Background: The introduction of the European Working Time Directive has resulted in the on-call general surgery junior doctor regularly missing consultant-led post-take ward rounds (PTWRs). This study aimed to determine the frequency with which the admission diagnosis was changed on the PTWR, and thus whether an educational opportunity for trainees is missed.
Methods: Prospective observational study of consecutive admissions to a general surgery department over a 4-week period was conducted. Patients with exacerbations of known conditions were excluded.
Results: Fifty-two included patients were admitted by seven general surgery juniors, and 27 per cent (14/52) of diagnoses were changed on the PTWR. There were two 'major' diagnostic changes: peritonitis and ischaemic bowel. Patients whose diagnoses were changed by the consultant were no more likely to be older (p = 0.575) or have differing white cell counts (p = 0.471), C-reactive proteins (CRPs; p = 0.643) or amylase levels (p = 0.666) than those whose initial diagnosis was agreed with. Thirty-five per cent of patients (18/52) had further investigations ordered at the PTWR. These included nine ultrasound scans, four computed tomography scans, three abdominal or chest X-rays, two flexible sigmoidoscopies and one barium enema.
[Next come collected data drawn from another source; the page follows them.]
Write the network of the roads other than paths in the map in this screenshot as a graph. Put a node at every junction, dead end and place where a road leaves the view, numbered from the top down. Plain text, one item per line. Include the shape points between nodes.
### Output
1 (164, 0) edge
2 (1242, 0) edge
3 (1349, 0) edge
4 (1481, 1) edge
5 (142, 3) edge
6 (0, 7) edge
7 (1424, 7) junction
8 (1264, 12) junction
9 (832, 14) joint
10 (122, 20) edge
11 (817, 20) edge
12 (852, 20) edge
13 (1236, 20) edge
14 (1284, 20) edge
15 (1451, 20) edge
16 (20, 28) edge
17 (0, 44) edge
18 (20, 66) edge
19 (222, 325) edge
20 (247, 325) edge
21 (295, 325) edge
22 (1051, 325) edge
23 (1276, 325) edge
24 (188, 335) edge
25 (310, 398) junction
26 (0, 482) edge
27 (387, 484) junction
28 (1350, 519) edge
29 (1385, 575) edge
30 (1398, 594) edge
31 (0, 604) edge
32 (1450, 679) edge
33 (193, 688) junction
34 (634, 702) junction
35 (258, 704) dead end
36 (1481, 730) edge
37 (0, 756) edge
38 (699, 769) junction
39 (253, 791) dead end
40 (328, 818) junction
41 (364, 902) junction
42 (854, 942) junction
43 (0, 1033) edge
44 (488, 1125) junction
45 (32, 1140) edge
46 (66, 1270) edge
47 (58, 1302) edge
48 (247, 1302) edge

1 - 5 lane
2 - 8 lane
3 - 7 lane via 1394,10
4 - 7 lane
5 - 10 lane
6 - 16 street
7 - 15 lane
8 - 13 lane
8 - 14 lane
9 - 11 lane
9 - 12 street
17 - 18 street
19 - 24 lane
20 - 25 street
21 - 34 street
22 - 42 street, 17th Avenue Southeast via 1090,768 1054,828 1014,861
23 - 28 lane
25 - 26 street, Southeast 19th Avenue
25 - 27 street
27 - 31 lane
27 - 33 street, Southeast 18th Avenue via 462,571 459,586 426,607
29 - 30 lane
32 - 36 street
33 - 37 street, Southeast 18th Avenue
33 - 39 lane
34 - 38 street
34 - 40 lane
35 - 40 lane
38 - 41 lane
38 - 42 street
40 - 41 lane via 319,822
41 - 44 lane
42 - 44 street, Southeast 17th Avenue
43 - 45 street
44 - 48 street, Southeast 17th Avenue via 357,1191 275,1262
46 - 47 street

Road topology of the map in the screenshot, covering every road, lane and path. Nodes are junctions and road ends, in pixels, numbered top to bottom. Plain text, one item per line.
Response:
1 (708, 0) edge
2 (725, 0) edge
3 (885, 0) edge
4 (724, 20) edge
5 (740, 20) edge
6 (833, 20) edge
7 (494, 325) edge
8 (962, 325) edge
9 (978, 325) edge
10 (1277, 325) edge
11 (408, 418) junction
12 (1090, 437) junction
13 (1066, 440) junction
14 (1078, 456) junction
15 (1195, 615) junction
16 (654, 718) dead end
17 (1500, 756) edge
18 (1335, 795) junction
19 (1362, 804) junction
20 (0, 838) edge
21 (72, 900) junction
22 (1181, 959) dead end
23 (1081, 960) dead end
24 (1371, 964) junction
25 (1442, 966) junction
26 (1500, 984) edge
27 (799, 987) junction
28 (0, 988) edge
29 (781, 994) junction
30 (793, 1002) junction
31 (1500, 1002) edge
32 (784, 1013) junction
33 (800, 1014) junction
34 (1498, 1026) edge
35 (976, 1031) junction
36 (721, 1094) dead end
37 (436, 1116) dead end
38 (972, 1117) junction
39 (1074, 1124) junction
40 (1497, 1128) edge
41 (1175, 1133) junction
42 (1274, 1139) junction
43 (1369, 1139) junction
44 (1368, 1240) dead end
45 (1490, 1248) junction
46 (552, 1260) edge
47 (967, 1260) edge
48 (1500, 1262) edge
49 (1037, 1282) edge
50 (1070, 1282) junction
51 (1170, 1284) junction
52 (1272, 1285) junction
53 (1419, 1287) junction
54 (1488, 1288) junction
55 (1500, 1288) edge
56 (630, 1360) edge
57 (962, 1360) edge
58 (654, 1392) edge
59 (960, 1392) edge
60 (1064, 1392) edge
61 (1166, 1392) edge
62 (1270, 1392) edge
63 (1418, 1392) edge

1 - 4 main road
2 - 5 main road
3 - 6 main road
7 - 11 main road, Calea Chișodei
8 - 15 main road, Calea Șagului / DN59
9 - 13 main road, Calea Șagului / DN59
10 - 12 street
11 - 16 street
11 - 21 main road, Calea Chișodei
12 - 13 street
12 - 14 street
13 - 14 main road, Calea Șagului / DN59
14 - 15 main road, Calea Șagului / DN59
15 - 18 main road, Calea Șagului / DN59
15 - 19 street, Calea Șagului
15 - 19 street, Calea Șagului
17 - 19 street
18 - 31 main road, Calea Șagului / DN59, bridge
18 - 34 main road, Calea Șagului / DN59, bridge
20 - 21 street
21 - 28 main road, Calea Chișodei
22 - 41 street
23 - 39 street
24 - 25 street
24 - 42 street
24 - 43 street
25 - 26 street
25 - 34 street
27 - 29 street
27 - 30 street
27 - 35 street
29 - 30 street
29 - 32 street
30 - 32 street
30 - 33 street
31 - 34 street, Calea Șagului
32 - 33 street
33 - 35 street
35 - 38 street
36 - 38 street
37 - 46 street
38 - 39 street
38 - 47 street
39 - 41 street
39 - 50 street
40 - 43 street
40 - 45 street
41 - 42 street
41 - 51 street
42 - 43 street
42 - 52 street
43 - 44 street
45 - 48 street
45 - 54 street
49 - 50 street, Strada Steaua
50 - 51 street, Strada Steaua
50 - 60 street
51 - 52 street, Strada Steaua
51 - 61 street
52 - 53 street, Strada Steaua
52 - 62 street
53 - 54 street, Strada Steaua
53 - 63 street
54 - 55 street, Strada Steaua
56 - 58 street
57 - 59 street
In one case, a serum amylase was ordered.
Conclusions: The rate of incorrect diagnoses by on-call surgical juniors is high, and educational feedback to these doctors is important. The PTWR represents a strong educational opportunity that is missed if admitting junior doctors are not present. These results should be taken into account for any specialty that uses junior doctors to admit patients who are then reviewed by a consultant on a PTWR.